Only a number is wanted here. Tally the lines of the data that contain "Station".

[Dataset excerpts]
§ §
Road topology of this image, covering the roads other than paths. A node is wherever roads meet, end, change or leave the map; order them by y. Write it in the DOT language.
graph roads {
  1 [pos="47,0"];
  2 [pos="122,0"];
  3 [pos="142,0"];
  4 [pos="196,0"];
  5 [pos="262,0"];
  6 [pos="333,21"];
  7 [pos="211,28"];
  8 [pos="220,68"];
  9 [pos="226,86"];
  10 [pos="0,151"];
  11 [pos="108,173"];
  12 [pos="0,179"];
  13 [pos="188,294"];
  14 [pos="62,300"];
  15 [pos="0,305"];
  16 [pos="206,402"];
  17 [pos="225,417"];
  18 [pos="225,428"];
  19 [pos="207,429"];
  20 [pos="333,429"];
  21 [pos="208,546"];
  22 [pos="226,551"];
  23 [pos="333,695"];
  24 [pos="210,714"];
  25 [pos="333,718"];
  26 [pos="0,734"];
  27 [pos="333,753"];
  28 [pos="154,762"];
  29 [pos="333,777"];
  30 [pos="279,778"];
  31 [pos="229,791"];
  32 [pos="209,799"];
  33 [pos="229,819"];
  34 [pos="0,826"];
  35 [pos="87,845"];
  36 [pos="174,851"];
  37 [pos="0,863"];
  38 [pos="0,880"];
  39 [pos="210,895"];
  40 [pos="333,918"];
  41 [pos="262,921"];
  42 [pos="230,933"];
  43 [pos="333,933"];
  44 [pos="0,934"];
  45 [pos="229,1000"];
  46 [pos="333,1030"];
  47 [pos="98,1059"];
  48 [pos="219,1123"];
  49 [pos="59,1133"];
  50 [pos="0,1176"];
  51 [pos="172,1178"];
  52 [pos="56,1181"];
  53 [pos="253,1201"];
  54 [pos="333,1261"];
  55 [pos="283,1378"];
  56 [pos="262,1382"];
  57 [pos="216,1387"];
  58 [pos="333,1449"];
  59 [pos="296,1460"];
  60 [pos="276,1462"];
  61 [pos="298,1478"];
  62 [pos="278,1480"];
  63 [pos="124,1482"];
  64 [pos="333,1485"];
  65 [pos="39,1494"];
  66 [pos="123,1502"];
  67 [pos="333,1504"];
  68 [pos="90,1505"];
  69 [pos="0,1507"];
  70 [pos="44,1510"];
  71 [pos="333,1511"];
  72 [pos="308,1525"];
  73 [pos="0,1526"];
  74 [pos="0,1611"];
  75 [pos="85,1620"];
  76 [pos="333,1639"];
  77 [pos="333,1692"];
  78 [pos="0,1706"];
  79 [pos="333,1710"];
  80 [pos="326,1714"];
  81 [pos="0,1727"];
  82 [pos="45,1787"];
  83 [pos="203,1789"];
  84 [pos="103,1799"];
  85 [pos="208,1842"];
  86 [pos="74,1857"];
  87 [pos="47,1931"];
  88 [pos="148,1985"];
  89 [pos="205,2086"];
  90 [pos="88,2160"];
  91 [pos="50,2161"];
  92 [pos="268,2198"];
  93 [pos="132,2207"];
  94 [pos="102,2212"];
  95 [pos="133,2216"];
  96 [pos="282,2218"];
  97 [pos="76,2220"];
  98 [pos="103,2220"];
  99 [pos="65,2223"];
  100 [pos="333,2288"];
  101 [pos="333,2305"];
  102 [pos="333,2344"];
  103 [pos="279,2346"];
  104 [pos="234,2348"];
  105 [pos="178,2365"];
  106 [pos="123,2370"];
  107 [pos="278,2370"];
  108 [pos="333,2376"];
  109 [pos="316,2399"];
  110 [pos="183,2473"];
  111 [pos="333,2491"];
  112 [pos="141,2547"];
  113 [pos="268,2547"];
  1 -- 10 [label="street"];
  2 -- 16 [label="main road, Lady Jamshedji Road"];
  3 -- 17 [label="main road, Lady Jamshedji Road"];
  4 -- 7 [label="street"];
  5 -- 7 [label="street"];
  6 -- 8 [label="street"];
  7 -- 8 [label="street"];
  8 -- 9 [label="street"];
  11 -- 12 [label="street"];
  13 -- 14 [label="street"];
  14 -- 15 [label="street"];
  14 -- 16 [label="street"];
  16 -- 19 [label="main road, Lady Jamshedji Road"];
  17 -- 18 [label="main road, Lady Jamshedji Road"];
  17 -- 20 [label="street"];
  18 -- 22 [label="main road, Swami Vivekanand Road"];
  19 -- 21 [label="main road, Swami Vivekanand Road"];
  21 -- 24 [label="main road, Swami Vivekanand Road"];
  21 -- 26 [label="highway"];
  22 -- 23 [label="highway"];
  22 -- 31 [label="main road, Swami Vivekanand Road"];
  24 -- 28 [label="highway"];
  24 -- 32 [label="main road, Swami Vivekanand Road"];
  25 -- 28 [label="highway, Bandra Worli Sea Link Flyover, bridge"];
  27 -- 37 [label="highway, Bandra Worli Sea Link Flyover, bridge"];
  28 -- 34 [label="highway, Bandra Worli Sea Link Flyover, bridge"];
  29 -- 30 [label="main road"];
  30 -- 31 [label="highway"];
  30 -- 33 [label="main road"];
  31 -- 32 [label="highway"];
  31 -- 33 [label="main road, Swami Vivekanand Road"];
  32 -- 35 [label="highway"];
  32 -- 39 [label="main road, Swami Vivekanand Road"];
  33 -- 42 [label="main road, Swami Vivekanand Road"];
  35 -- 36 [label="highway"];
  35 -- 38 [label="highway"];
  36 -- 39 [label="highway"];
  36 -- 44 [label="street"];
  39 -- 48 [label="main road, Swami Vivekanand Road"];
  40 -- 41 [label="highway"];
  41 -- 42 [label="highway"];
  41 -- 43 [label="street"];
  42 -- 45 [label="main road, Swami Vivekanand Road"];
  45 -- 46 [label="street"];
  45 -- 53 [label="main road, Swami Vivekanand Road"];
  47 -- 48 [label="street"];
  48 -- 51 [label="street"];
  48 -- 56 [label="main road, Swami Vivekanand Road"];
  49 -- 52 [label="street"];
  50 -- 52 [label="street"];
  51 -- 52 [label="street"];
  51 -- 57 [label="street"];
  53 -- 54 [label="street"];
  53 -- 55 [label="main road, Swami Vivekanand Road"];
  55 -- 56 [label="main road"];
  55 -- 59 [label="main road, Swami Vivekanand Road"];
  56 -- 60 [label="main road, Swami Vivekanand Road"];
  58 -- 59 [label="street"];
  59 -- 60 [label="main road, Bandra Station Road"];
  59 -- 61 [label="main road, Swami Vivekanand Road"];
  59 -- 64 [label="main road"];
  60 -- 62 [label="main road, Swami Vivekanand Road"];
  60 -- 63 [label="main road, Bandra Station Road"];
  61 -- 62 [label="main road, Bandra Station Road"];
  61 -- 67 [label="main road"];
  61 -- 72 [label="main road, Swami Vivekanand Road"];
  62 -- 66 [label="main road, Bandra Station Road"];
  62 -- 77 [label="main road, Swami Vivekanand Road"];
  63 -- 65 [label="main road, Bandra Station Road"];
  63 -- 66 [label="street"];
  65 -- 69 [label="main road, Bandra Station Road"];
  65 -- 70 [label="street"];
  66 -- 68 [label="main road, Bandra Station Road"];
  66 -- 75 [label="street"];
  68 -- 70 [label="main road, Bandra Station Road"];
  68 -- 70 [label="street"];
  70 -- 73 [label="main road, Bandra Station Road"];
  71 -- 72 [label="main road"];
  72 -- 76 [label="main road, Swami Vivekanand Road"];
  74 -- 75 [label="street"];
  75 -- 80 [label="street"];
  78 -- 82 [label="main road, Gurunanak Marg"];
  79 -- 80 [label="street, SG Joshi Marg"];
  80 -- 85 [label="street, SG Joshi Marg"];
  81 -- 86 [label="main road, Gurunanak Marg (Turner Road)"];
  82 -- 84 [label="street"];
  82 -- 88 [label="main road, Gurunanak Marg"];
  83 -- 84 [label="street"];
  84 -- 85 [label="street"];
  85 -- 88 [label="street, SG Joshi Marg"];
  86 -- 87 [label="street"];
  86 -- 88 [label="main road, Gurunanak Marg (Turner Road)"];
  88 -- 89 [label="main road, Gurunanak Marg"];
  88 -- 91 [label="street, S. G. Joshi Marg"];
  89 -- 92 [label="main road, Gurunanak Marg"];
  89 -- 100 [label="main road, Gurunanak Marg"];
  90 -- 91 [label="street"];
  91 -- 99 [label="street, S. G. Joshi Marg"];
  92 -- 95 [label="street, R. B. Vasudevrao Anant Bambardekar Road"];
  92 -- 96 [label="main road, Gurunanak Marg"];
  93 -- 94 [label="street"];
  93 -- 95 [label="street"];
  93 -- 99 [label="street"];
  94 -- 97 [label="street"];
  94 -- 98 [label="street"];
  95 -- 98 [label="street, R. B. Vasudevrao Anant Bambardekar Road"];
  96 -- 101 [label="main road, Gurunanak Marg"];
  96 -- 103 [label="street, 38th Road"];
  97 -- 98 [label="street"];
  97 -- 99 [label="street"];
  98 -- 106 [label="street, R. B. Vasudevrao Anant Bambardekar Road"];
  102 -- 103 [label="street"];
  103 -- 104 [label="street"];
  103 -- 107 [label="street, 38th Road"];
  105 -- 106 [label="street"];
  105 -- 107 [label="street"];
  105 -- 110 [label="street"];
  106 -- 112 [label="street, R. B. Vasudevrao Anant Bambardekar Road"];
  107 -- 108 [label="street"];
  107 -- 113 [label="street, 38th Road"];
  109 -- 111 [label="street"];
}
§ §
→ Expected answer
9